Digital Preservation


MakeStaticSite is primarily about supporting the ongoing development of live sites in a secure form. However, it can also be used to create archives and thus act as a tool for digital preservation, which we reflect on here. The discussion is in two parts: first, a general treatment, with particular attention to site layout and web page content; and then particular consideration of retrieving and working with archives from the Wayback Machine.

Layout and Content

Creating a static snapshot of what is (usually) a dynamic source needs to be faithful more in terms of the information and intended user experience, but the code underlying the generated web page and its components do not need to be identical to the source. In fact, there are many forms such a snapshot can take. MakeStaticSite’s output is dependent on the underlying mirroring tool, Wget, but — depending on the configuration options — there can be significant differences, both in the directory layout and in the content. The snapshot is shaped by the way it orchestrates the use of various tools and by the additional functionality provided through custom shell scripting. Most of the modifications of web pages are generated by HTML Tidy, but additional changes help inter alia to enable support for newsfeeds and to ensure canonical URLs correspond to the specification in the sitemap file.

Custom cut directories

We illustrate what this means for digital preservation by the use case of archiving just part of a website, reflected in capturing a URL with a path. Here we choose Example 2 from the Getting Started section.

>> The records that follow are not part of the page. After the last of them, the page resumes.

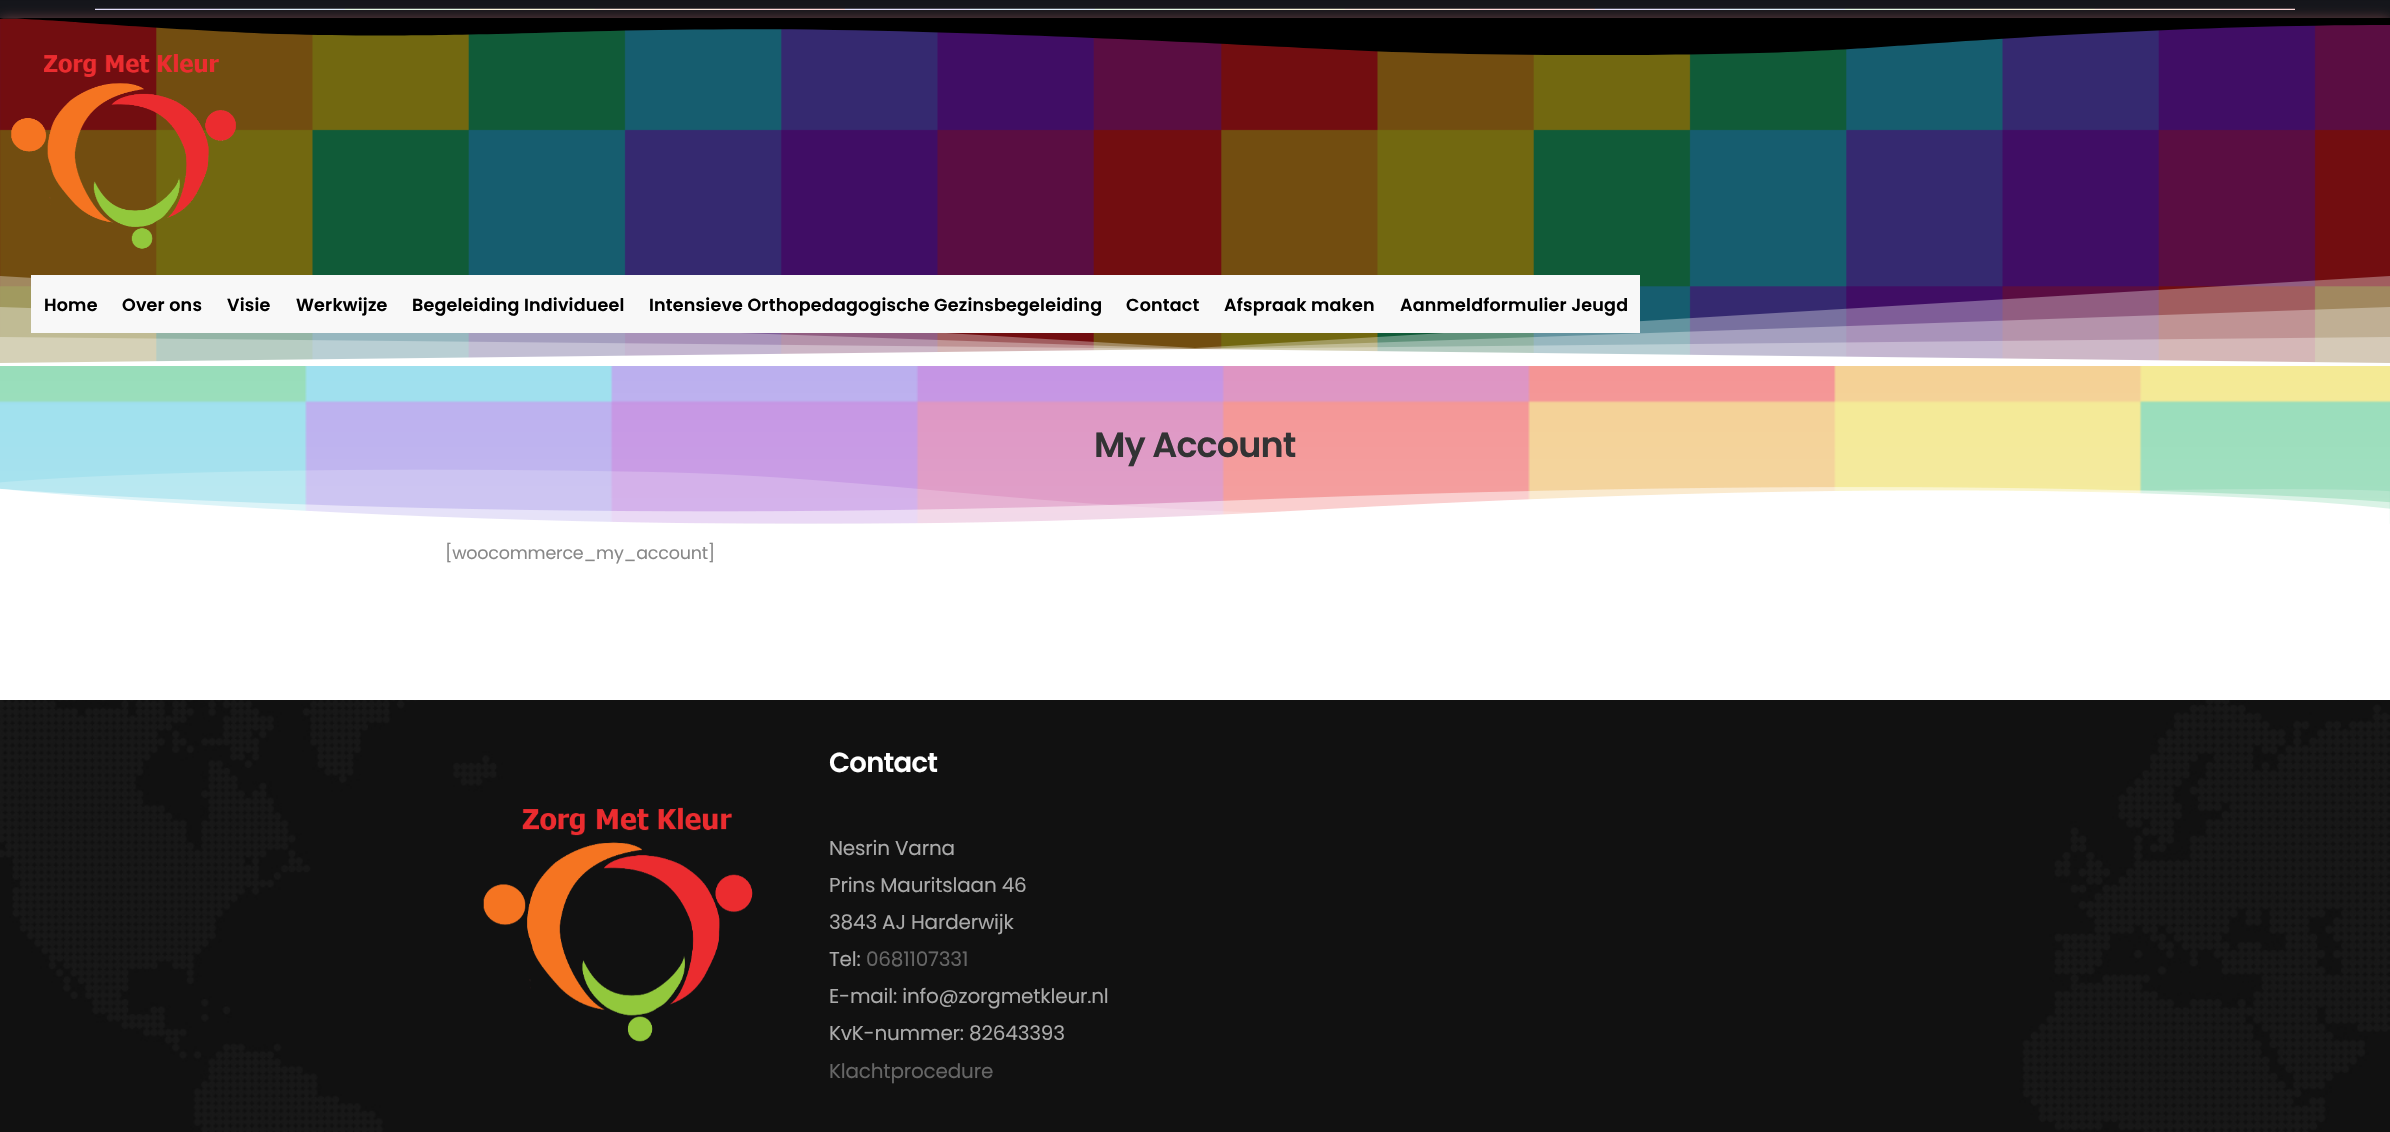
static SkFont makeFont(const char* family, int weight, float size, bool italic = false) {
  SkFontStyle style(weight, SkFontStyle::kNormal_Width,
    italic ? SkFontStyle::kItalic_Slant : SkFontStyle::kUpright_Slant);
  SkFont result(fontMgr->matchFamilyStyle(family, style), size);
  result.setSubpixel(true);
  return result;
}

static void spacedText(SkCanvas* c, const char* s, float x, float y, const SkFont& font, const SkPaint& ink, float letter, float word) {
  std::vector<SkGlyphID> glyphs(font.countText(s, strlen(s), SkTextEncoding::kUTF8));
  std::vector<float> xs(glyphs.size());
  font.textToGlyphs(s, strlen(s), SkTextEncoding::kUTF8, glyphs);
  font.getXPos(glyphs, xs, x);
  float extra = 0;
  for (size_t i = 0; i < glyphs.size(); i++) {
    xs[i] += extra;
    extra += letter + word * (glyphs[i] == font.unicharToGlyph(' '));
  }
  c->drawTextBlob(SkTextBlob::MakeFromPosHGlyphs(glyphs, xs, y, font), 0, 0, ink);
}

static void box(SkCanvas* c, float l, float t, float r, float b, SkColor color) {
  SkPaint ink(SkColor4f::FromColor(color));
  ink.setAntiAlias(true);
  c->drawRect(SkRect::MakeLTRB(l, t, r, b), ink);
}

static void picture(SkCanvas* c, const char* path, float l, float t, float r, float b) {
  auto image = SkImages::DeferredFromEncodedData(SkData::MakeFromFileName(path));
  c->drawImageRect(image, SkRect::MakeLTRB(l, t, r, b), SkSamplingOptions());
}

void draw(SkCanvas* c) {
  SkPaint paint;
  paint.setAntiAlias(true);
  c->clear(0xffffffff);
  box(c, 0, 0, 2390, 18, 0xff14151a);
  box(c, 0, 18, 24, 19, 0xff2a2b2f);
  picture(c, "img_01.png", 95, 8, 2295, 10);
  paint.setColor(0x80cc7272);
  paint.setMaskFilter(SkMaskFilter::MakeBlur(kNormal_SkBlurStyle, 6));
  c->drawRect(SkRect::MakeLTRB(0, 19, 2390, 366), paint);
  paint.setMaskFilter(nullptr);
  box(c, 0, 19, 2390, 363, 0xff14151a);
  picture(c, "img_02.png", 0, 18, 2390, 363);
  c->save();
  c->clipRect(SkRect::MakeLTRB(0, 18, 2390, 55));
  paint.setColor(0xff000000);
  c->drawPath(SkPathBuilder().moveTo(-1, 19).cubicTo(-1, 19, 7, 18, 25, 19).cubicTo(44, 20, 63, 21, 74, 22).cubicTo(86, 23, 197, 31, 278, 34).cubicTo(357, 36, 397, 36, 497, 34).cubicTo(596, 31, 743, 26, 923, 32).cubicTo(1103, 37, 1284, 47, 1325, 49).cubicTo(1367, 51, 1466, 56, 1632, 55).cubicTo(1798, 54, 1852, 49, 1924, 44).cubicTo(1995, 39, 2192, 25, 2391, 25).lineTo(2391, 18).lineTo(-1, 18).close().detach(), paint);
  c->restore();
  paint.setColor(0x54ffffff);
  c->drawPath(SkPathBuilder().moveTo(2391, 369).lineTo(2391, 276).lineTo(1195, 348).lineTo(-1, 276).lineTo(-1, 369).close().detach(), paint);
  c->drawPath(SkPathBuilder().moveTo(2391, 369).lineTo(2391, 307).lineTo(1195, 349).lineTo(-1, 307).lineTo(-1, 369).close().detach(), paint);
  c->drawPath(SkPathBuilder().moveTo(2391, 369).lineTo(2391, 337).lineTo(1195, 349).lineTo(-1, 337).lineTo(-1, 369).close().detach(), paint);
  paint.setColor(0xffffffff);
  c->drawPath(SkPathBuilder().moveTo(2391, 369).lineTo(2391, 363).lineTo(1195, 349).lineTo(-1, 363).lineTo(-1, 369).close().detach(), paint);
  picture(c, "img_03.png", 11, 54, 236, 249);
  box(c, 31, 275, 1640, 333, 0xfff8f8f8);
  SkFont face1 = makeFont("Poppins", 600, 17.5f);
  paint.setColor(0xff000000);
  spacedText(c, "Home", 44, 311, face1, paint, 0.2f, 0);
  spacedText(c, "Over ons", 122, 311, face1, paint, 0.2f, 0);
  spacedText(c, "Visie", 227, 311, face1, paint, 0.2f, 0);
  spacedText(c, "Werkwijze", 296, 311, face1, paint, 0.2f, 0);
  spacedText(c, "Begeleiding Individueel", 412, 311, face1, paint, 0.2f, 0);
  spacedText(c, "Intensieve Orthopedagogische Gezinsbegeleiding", 649, 311, face1, paint, 0.2f, 0);
  spacedText(c, "Contact", 1126, 311, face1, paint, 0.2f, 0);
  spacedText(c, "Afspraak maken", 1224, 311, face1, paint, 0.2f, 0);
  spacedText(c, "Aanmeldformulier Jeugd", 1400, 311, face1, paint, 0.2f, 0);
  box(c, 0, 366, 2390, 524, 0xffeeeeee);
  picture(c, "img_04.png", 0, 366, 2390, 524);
  SkFont face2 = makeFont("Poppins", 600, 35);
  paint.setColor(0xff323334);
  spacedText(c, "My Account", 1094, 457, face2, paint, -0.9f, 0);
  picture(c, "img_05.png", 0, 469, 2390, 524);
  SkFont face3 = makeFont("Poppins", 400, 17.5f);
  paint.setColor(0xff888888);
  spacedText(c, "[woocommerce_my_account]", 445, 559, face3, paint, -0.2f, 0);
  picture(c, "img_06.png", 0, 700, 2390, 1132);
  picture(c, "img_07.png", 483, 807, 753, 1042);
  SkFont face4 = makeFont("Poppins", 600, 27.5f);
  paint.setColor(0xffffffff);
  spacedText(c, "Contact", 829, 772, face4, paint, -0.75f, 0);
  SkFont face5 = makeFont("Poppins", 400, 20);
  paint.setColor(0xffaaaaaa);
  spacedText(c, "Nesrin Varna", 829, 855, face5, paint, -0.2f, 0);
  spacedText(c, "Prins Mauritslaan 46", 829, 892, face5, paint, -0.2f, 0);
  spacedText(c, "3843 AJ Harderwijk", 829, 929, face5, paint, -0.2f, 0);
  spacedText(c, "Tel:", 829, 966, face5, paint, -0.2f, 0);
  paint.setColor(0xff666666);
  spacedText(c, "0681107331", 866, 966, face5, paint, -0.2f, 0);
  paint.setColor(0xffaaaaaa);
  spacedText(c, "E-mail: info@zorgmetkleur.nl", 829, 1003, face5, paint, -0.2f, 0);
  spacedText(c, "KvK-nummer: 82643393", 829, 1040, face5, paint, -0.2f, 0);
  paint.setColor(0xff666666);
  spacedText(c, "Klachtprocedure", 829, 1078, face5, paint, -0.2f, 0);
}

The URL is: https://www.w3.org/WAI/roles/, which we capture with the default Wget options. We ensure we set mss_cut_dirs=yes, for convenience, to avoid drilling down many directories to the top-level index page.

It then generates the following output:

$ tree -L 3
.
└── www.w3.org
    ├── assets20230615_104224
    │   ├── analytics
    │   ├── assets20230615_104224
    │   └── WAI
    ├── designers
    │   └── index.html
    ├── developers
    │   └── index.html
    ├── index.html
    ├── managers
    │   └── index.html
    ├── new
    │   └── index.html
    ├── policy-makers
    │   └── index.html
    ├── robots.txt
    ├── sitemap.xml
    ├── testers
    │   └── index.html
    ├── trainers
    │   └── index.html
    ├── users
    │   └── index.html
    └── writers
        └── index.html

14 directories, 12 files

All the web pages are saved with the file name index.html. The layout of the section as an index page with various subsections devoted to particular topics is evident in the folder hierarchy. Supplementary files have been moved from their original location and are stored under the assets20230615_104224/ folder (the timestamp added as an existing assets/ folder has been detected). The resulting layout is clean and easy to interpret.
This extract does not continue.